La chute fut donc brutale. Comment le Président Sambi avait-il pu cautionner la levée en catimini de la fameuse mesure ? Les discours, les engagements n’étaient-ils que des belles paroles ? Non ce n’est pas possible ! Et chacun épiait les faits et gestes des autorités comoriennes lors de l’accueil de la mission ministérielle française aux Comores des 14 et 15 mai dernier. A un moment ou un autre quelqu’un remettra les pendules à l’heure en signifiant la position comorienne sur l’Ile comorienne de Mayotte, etc. Rien n’est venu lever les inquiétudes. Pire, on a eu droit aux sempiternelles formules diplomatiques sur des échanges sur la question de Mayotte sans en dévoiler les termes, sur la coopération, sur la circulation des personnes et des biens entre les Iles de l’Archipel, etc. Similitude frappante avec les pratiques de la présidence de Monsieur Azali. En somme des indices bien connus d’une capitulation comorienne qui rappellent des très mauvais souvenirs.

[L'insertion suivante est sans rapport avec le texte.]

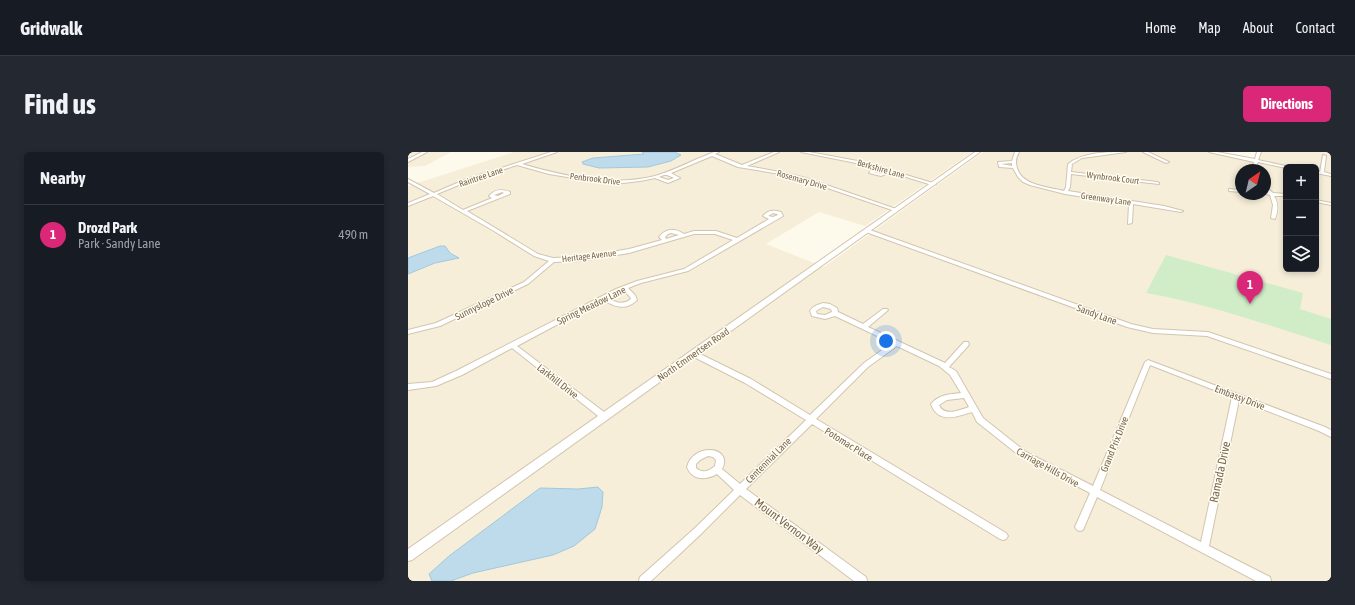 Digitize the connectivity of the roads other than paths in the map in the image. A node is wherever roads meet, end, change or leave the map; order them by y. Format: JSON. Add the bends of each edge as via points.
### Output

Dans l’impossibilité d’obtenir un rendez-vous et sans l’assurance qu’une lettre normale vous parvienne, le Comité Maore s’est résolu à s’adresser publiquement à vous pour vous faire part de ses sentiments et pour formuler le vœu de tous les Comoriens : un sursaut débouchant sur une rectification du tir.
Excellence,
La mesure interdisant que des comoriens soient expulsés de chez eux avait provoqué un choc en France et dans les milieux départementalistes à Mayotte. On avait même vu émerger de la contestation, certains français s’insurgeant contre le délabrement du centre de rétention de Mayotte qualifié d’indigne, d’autres dénonçant une vedette de la police française qui avait sciemment percuté un kwassa-kwassa, provoquant des dizaines de morts et de disparus, etc.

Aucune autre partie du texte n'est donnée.